The Paradox of Trans Visibility

In the past few decades, the dawn of the Internet has seen an increase in trans visibility. Transgender representation in media is crucial to inform the masses about the community and give an accurate understanding of the community to trans children. The Internet has been revolutionary for the trans community in that it can provide them with access to resources and language to describe their gender identity. According to the Gay & Lesbian Alliance Against Defamation (GLAAD), only 0.6% of adults in the U.S. identify as transgender or transsexual and 80% of the world population do not personally know a transgender person, making them especially susceptible to relying solely on the media they consume for an understanding of the transgender community. Nick Adams, the GLAAD director of Trans Media and Representation, says that these statistics also extend to trans people, most of whom have never personally met another trans person and often look to the media to find and understand their community. As a result, trans youth are taught how they should think of themselves through the media they see represented.

For years now, the LGBTQ+ community and allies have been calling for more trans representation in the media, as to portray a greater spectrum of the community and cultivate a deeper understanding of the community, but to little avail. The paradox of trans representation is that the increase in media representation correlates directly to the increase of trans violation. In the 2019 Netflix documentary “Disclosure”, American actress Jamie Clayton references this phenomenon, noting that “the more positive representation there is, the more confidence the community gains, which then puts us in more danger.” A big major player in his paradox is the result of widespread misrepresentation of the trans community in media.

The mockery of trans existence has translated to the public perception of the trans community and is driven primarily by the depiction of the community historically in media. From the dawn of filmed entertainment, gender nonconforming or trans characters in media only existed in the realm of humor. Depictions like such can affect how trans people perceive themselves, as they don’t represent and don’t comport with the reality of the trans community. Actress Jen Richards calls for a broader spectrum of trans representation in media that trans people can genuinely identify with. Films often portray gender nonconforming or trans characters as the “butt of the joke,” conditioning the public to believe that the trans community exists solely for its comedic relief and entertainment. The way trans people are represented on screen implies that they don’t exist beyond for mockery purposes.

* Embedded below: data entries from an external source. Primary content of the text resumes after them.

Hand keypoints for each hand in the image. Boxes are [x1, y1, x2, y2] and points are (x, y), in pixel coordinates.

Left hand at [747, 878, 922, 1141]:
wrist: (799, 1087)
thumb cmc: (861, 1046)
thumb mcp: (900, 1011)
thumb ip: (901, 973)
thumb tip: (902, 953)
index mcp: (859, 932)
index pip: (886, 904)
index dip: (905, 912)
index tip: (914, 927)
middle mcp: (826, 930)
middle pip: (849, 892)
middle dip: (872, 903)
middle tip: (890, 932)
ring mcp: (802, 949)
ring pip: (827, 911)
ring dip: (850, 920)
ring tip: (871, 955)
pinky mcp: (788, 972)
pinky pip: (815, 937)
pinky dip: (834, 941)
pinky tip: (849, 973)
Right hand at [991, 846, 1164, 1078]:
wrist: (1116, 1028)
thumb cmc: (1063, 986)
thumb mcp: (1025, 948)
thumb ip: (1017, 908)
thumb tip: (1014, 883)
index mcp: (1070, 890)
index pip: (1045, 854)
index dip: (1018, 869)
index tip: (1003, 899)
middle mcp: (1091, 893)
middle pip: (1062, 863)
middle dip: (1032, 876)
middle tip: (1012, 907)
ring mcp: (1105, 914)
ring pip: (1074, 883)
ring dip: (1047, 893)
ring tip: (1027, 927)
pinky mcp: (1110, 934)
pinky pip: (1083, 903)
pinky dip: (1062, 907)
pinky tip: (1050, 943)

This trend of entertainment at the expense of a marginalized community further creates a plethora of racist expectations within the trans community that arose from media coverage. Actor Brian Michael Smith cites the 1914 film “A Florida Enchantment”, where a white female Lillian Travers consumes a magic seed and wakes up a man, as being a highly influential example of trans representation. However, the controversy of the silent film surrounds the Black handmaid, who after swallowing a magic seed, becomes violent and aggressive, creating a fantastical image of the Black transgender community that lingers to this day. While Travers remarries a young wealthy woman and acts like a “high society dandy”, the handmaid reverts to aggression and violence. Feeding off of this twin fascination of blackface and crossdressing, the film effectively created a double standard for the way trans people of color should be thought of within the transgender community and in the general public.

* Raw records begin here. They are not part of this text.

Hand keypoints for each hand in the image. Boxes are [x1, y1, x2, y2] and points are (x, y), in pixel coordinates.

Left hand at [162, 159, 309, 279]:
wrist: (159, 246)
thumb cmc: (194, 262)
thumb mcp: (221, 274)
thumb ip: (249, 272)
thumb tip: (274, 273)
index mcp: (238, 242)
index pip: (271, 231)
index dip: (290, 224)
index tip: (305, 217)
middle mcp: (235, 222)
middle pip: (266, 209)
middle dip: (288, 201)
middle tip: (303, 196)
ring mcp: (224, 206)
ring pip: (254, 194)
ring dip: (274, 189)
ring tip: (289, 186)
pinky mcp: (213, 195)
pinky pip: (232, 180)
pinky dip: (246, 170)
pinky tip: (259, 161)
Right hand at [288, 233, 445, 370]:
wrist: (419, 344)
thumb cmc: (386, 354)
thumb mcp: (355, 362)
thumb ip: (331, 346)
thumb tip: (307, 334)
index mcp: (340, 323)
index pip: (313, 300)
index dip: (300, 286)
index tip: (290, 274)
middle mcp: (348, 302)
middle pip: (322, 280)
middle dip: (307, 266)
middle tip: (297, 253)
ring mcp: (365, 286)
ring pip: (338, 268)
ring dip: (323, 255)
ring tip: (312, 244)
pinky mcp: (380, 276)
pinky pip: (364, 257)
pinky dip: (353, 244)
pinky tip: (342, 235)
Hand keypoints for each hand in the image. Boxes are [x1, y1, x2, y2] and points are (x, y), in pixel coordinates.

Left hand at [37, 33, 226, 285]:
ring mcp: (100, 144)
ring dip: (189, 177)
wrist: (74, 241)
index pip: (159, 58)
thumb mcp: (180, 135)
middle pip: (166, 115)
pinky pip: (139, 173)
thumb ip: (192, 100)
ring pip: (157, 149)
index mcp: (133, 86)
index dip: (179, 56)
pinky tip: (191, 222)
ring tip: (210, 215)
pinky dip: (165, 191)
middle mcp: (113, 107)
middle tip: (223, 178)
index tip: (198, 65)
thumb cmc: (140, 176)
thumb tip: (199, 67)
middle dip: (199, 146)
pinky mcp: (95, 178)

Black men, in particular, are often depicted in media to be hypermasculine, aggressively violent, and dangerous. The symbolic legacy of this stereotype and that of white supremacy is their subjection to a long history of emasculation. Historically, when black men were lynched from the 1880s to the 1960s, they were often castrated as a method of figuratively removing their masculinity and making them less intimidating. Over time, this tradition translated into comedy, particularly the popularization of cis, straight black men dressing up as black women for the sake of satire imitation, which has since become almost a rite of passage for black male comedians. In the eyes of the colonizer, the most emasculating thing a black man could do is to wear a dress, taking away the threat and tendency towards violence historically associated with black masculinity. Notable examples of this pattern of emasculating black comedians include Sheneneh Jenkins, Wanda Wayne, and Madea Simmons, all of which were popular crossdressing characters whose presence served for comedic effect. The accumulation of these stereotypes is the conditioning of the general public to immediately react with mockery and taunting when encountered with a non-cis-passing trans person.

Additionally, the notion of transgender women having overwhelming jealousy towards cis women that will inevitably manifest in violence was also derived from inaccurate representation in the media. For example, “The Silence of the Lambs,” a 1991 horror film about psychopathic serial killer Buffalo Bill who wore the skin of his female victims to appropriate the female form, served as a point of reference for what transition was like for the majority of the decade. In the 1980 thriller “Dressed to Kill”, sweet, innocent homemaker Kate Miller is brutally slain by a cross-dressing murderer, a trope that remains prevalent in horror films to this day. More recently, in “The L Word,” Max transforms from a likable loving man to a hostile prick after starting testosterone. This violent imagery paired with the implication of a sex change created a wave of fear among the cisgender community of transitioning women without providing an accurate representation of the experience. While, in reality, testosterone may cause increased agitation, the extent to which it is displayed in media pits a bad light on the trans community, which is incredibly influential in the way trans people are regarded today. The media capitalizes on people’s fear and teaches the public to react to trans people with fear, leading to inevitable prejudice and discrimination.

The transgender community has long been plagued by the cis obsession with trans anatomy. In her 2011 interview with Lea T, Oprah asked the supermodel on national television about where she hides her genitalia, to which Lea T was clearly uncomfortable and hesitant. The show later received widespread backlash for the violating language used in the interview and the inappropriate request. The media’s comedizing of trans existence created a societal expectation for trans people to be willing to offer up their anatomy for discussion, which is incredibly damaging for their public perception and for the individuals themselves.

The question arises of how can this damage be reversed. Media misrepresentation is an ever so pressing issue for the trans community, as it affects how the community is viewed and how trans people regard themselves. Being an ally to this cause necessitates taking accountability for past ignorance and being open to having these uncomfortable conversations about the pain, humiliation, and dehumanization that the trans community has experienced. Openly fighting for and defending trans visibility for the whole community, not just celebrities, is crucial for reminding the public that trans people exist beyond the realm of their transness. Trans visibility can only truly be an act of celebration if the representation and dismantling the misconceptions of the trans community is a crucial part of the process.